A More Creative Post Increment



  • Ran into the following gem recently while digging through some Java code in one of our company's web applications.

       <FONT face="Courier New">selected = selected++;</FONT>

    Well, at least he sorta gets it.



  • Maybe he's just cautious. Sometimes those unary operators don't take.

    (joke)



  • @wgh said:

    Ran into the following gem recently while digging through some Java code in one of our company's web applications.

       <font face="Courier New">selected = selected++;</font>

    Well, at least he sorta gets it.



    Uhhhh you should make sure you track that dev down. That works by accident. Make sure they know what's going on. (assignment, then incrementation.... lucky that he's incrementing the variable being assigned)


  • @GoatCheez said:

    @wgh said:

    Ran into the following gem recently while digging through some Java code in one of our company's web applications.

       <font face="Courier New">selected = selected++;</font>

    Well, at least he sorta gets it.



    Uhhhh you should make sure you track that dev down. That works by accident. Make sure they know what's going on. (assignment, then incrementation.... lucky that he's incrementing the variable being assigned)

    Actually that doesn't work. The variable selected will never be incremented in that code! If you don't believe me try it for yourself. You need to remove the assignment and bring this to the attention of the developers (most of them probably don't understand why this doesn't work.

    What actually happens here is

    • The value of selected is resolved.
    • The value of selected is incremented.
    • The value that was previously resolved (the non-incremented value of selected) is assigned back to selected
    In this case the '++' operator is a lost operation and no increment actually takes place.



  • @smbell said:


    What actually happens here is

    • The value of selected is resolved.
    • The value of selected is incremented.
    • The value that was previously resolved (the non-incremented value of selected) is assigned back to selected
    In this case the '++' operator is a lost operation and no increment actually takes place.

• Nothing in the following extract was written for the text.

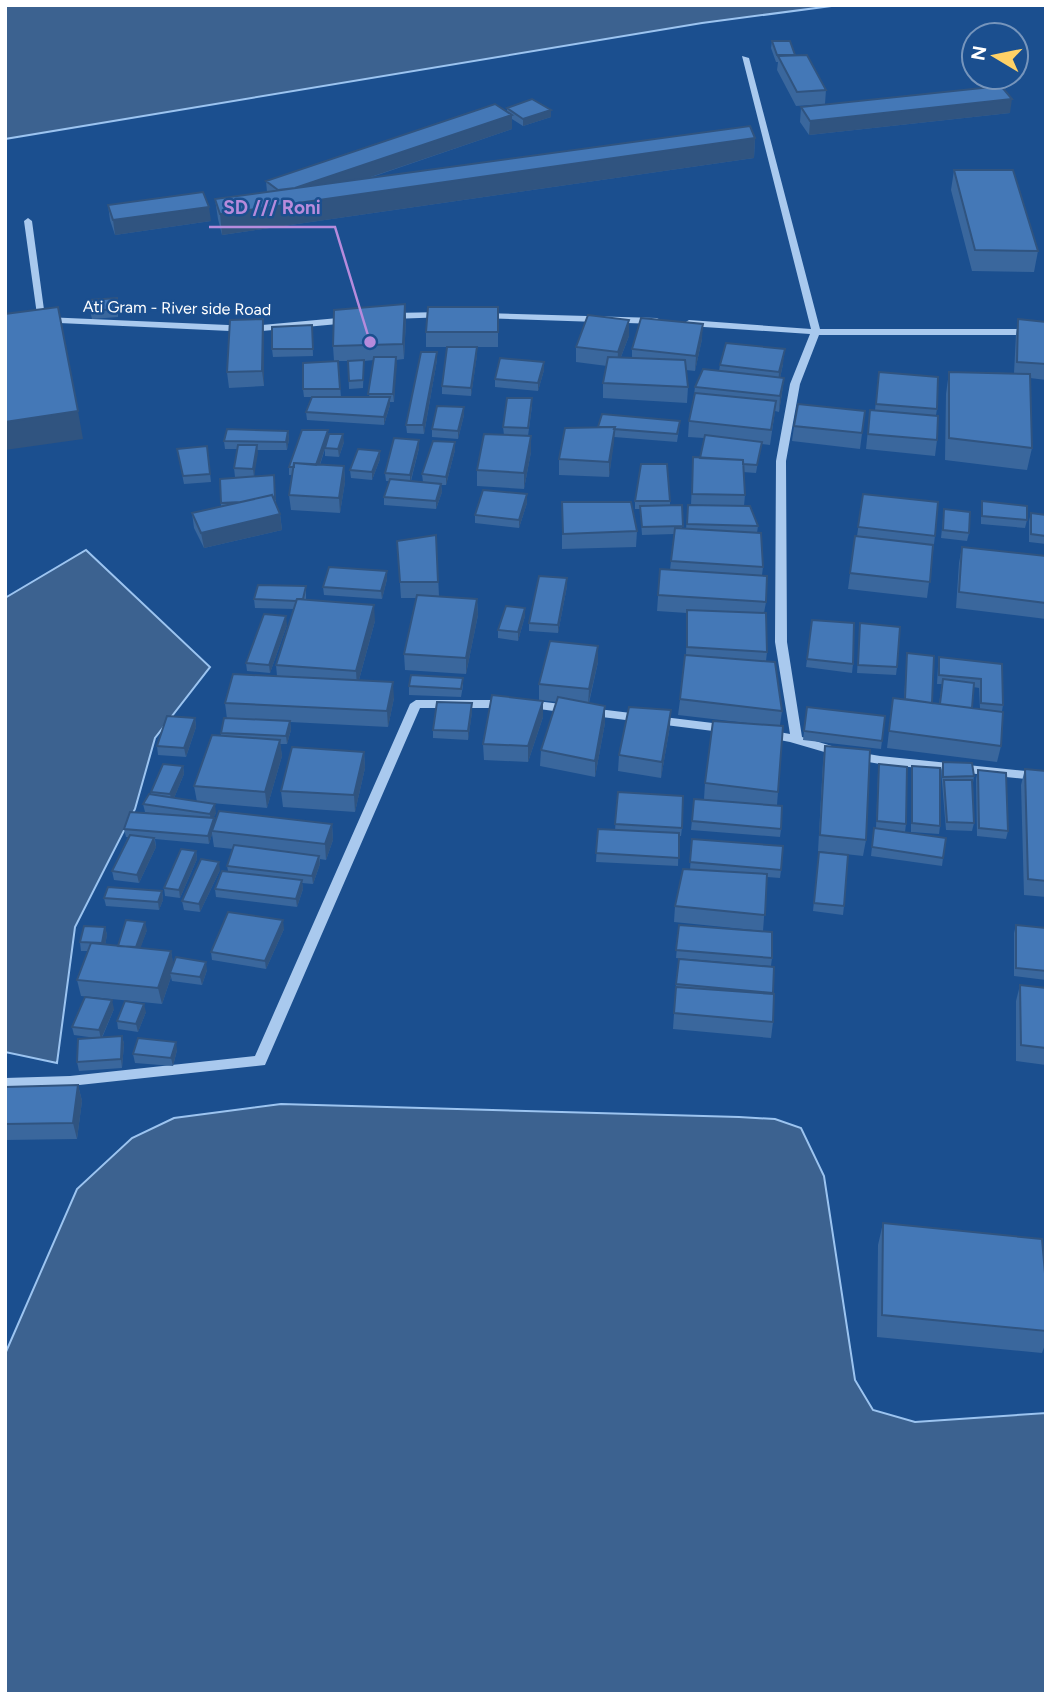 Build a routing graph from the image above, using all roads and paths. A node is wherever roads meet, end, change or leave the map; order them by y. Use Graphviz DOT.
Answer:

    Strange.  I woulda guessed that step #2 would happen before step #3, so I tried it out in PHP.  You're 100% correct.

    Honestly, I'd cut the guy a little slack.  There aren't many things in C-esqe syntax that work like the increment operator.


  • Yup.  At least in c++, that's correct.

    #include <iostream>

    int main() {
        int a = 42;
        a = a++;
       
        std::cout << a << std::endl;
        return 0;
    }


    This displays 42.



  • @shadowman said:

    Yup.  At least in c++, that's correct.

    #include <iostream>

    int main() {
        int a = 42;
        a = a++; // whups
       
        std::cout << a << std::endl;
        return 0;
    }


    This displays 42.


    ...on your machine, compiler, and configuration.  The statement marked "whups" has, formally, undefined behaviour.  The program could print 42, 43, 41, format your hard drive, mail nasty pictures of yourself and a goat to your boss, or make demons fly out your nose and still fall within the C++ specification.



  • @merreborn said:


    Honestly, I'd cut the guy a little slack.  There aren't many things in C-esqe syntax that work like the increment operator.

    I agree. I'd bring it up as a good lesson for everybody.



  • @Angstrom said:

    @shadowman said:
    Yup.  At least in c++, that's correct.

    #include <iostream>

    int main() {
        int a = 42;
        a = a++; // whups
       
        std::cout << a << std::endl;
        return 0;
    }


    This displays 42.


    ...on your machine, compiler, and configuration.  The statement marked "whups" has, formally, undefined behaviour.  The program could print 42, 43, 41, format your hard drive, mail nasty pictures of yourself and a goat to your boss, or make demons fly out your nose and still fall within the C++ specification.

    In C/C++ (I'm pretty sure both) this has undefined behaviour, but in Java it's behaviour is specifically ordered. Basically the unary increment operator has a higher precedent than the assignment operator. I've seen it work both ways with various C++ compilers (although I can't remember it ever mailing those pictures to my boss, guess I've been lucky).



  • @smbell said:

    @merreborn said:

    Honestly, I'd cut the guy a little slack.  There aren't many things in C-esqe syntax that work like the increment operator.

    I agree. I'd bring it up as a good lesson for everybody.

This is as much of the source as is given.